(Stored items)
_____
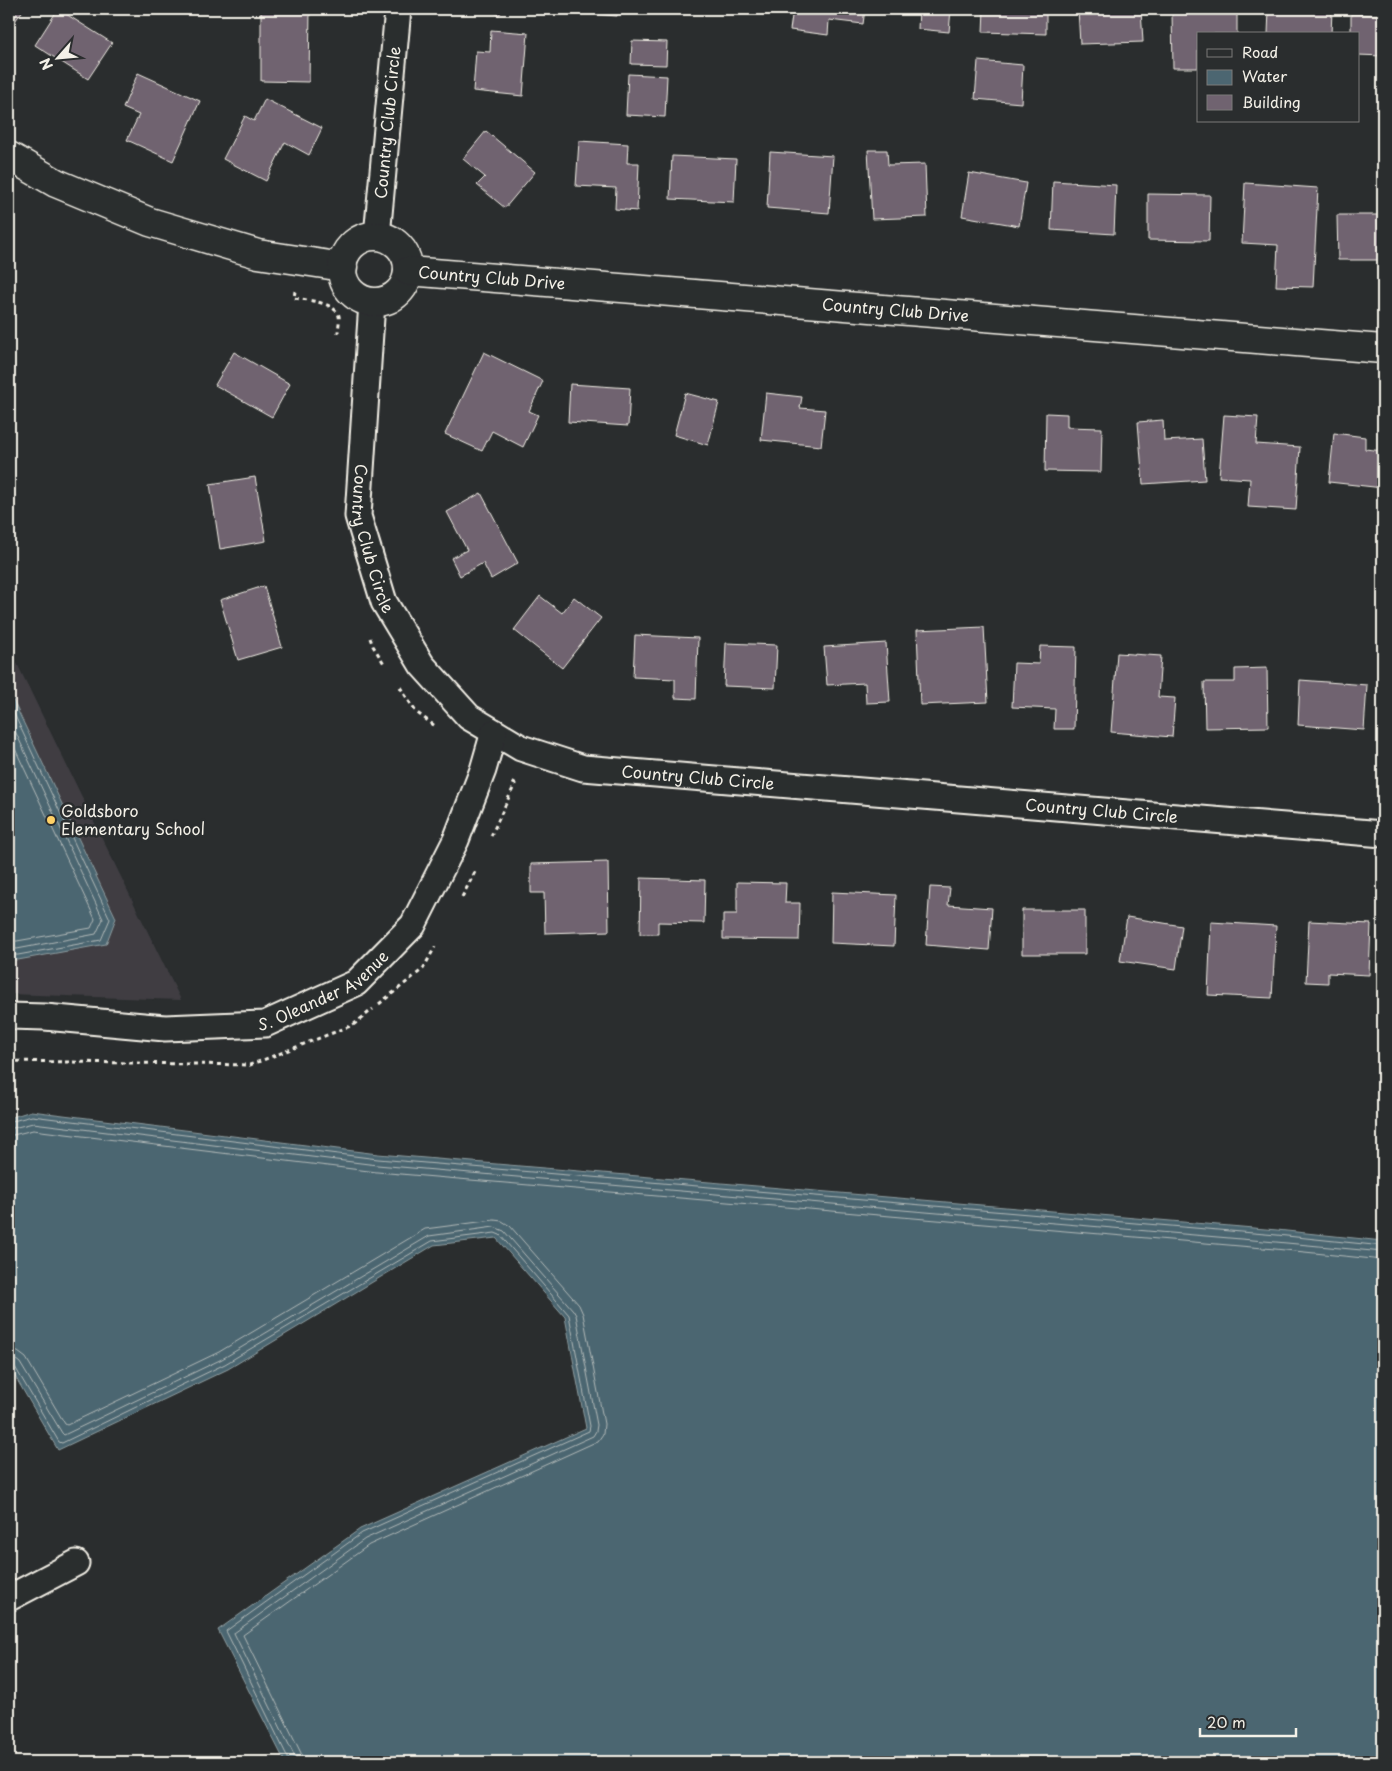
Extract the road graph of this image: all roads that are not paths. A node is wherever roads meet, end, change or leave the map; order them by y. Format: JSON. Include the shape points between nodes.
{"nodes":[{"id":1,"x":398,"y":9,"type":"edge"},
{"id":2,"x":9,"y":156,"type":"edge"},
{"id":3,"x":377,"y":236,"type":"junction"},
{"id":4,"x":343,"y":267,"type":"junction"},
{"id":5,"x":408,"y":271,"type":"junction"},
{"id":6,"x":372,"y":302,"type":"junction"},
{"id":7,"x":1383,"y":349,"type":"edge"},
{"id":8,"x":494,"y":732,"type":"junction"},
{"id":9,"x":1383,"y":834,"type":"edge"},
{"id":10,"x":9,"y":1016,"type":"edge"},
{"id":11,"x":76,"y":1563,"type":"dead end"},
{"id":12,"x":9,"y":1598,"type":"edge"}],
"edges":[{"from":1,"to":3,"type":"street","name":"Country Club Circle"},
{"from":2,"to":4,"type":"street","via":[[56,183],[150,222],[258,254]]},
{"from":3,"to":4,"type":"street","via":[[356,242],[349,250]]},
{"from":3,"to":5,"type":"street","via":[[397,245],[404,253]]},
{"from":4,"to":6,"type":"street","via":[[350,291],[358,298]]},
{"from":5,"to":6,"type":"street","via":[[405,285],[398,294],[389,300]]},
{"from":5,"to":7,"type":"street","name":"Country Club Drive"},
{"from":6,"to":8,"type":"street","name":"Country Club Circle","via":[[358,516],[384,602],[422,665],[469,717]]},
{"from":8,"to":9,"type":"street","name":"Country Club Circle","via":[[521,748],[583,768]]},
{"from":8,"to":10,"type":"street","name":"S. Oleander Avenue","via":[[456,840],[413,925],[356,983],[265,1024],[166,1028]]},
{"from":11,"to":12,"type":"street"}]}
_____
- What you need to do -
Excluding the pictures, reproduce every entry exactly as given.

- Answer below -
Extract the road graph of this image: all roads that are not paths. A node is wherever roads meet, end, change or leave the map; order them by y. Format: JSON. Include the shape points between nodes.
{"nodes":[{"id":1,"x":398,"y":9,"type":"edge"},
{"id":2,"x":9,"y":156,"type":"edge"},
{"id":3,"x":377,"y":236,"type":"junction"},
{"id":4,"x":343,"y":267,"type":"junction"},
{"id":5,"x":408,"y":271,"type":"junction"},
{"id":6,"x":372,"y":302,"type":"junction"},
{"id":7,"x":1383,"y":349,"type":"edge"},
{"id":8,"x":494,"y":732,"type":"junction"},
{"id":9,"x":1383,"y":834,"type":"edge"},
{"id":10,"x":9,"y":1016,"type":"edge"},
{"id":11,"x":76,"y":1563,"type":"dead end"},
{"id":12,"x":9,"y":1598,"type":"edge"}],
"edges":[{"from":1,"to":3,"type":"street","name":"Country Club Circle"},
{"from":2,"to":4,"type":"street","via":[[56,183],[150,222],[258,254]]},
{"from":3,"to":4,"type":"street","via":[[356,242],[349,250]]},
{"from":3,"to":5,"type":"street","via":[[397,245],[404,253]]},
{"from":4,"to":6,"type":"street","via":[[350,291],[358,298]]},
{"from":5,"to":6,"type":"street","via":[[405,285],[398,294],[389,300]]},
{"from":5,"to":7,"type":"street","name":"Country Club Drive"},
{"from":6,"to":8,"type":"street","name":"Country Club Circle","via":[[358,516],[384,602],[422,665],[469,717]]},
{"from":8,"to":9,"type":"street","name":"Country Club Circle","via":[[521,748],[583,768]]},
{"from":8,"to":10,"type":"street","name":"S. Oleander Avenue","via":[[456,840],[413,925],[356,983],[265,1024],[166,1028]]},
{"from":11,"to":12,"type":"street"}]}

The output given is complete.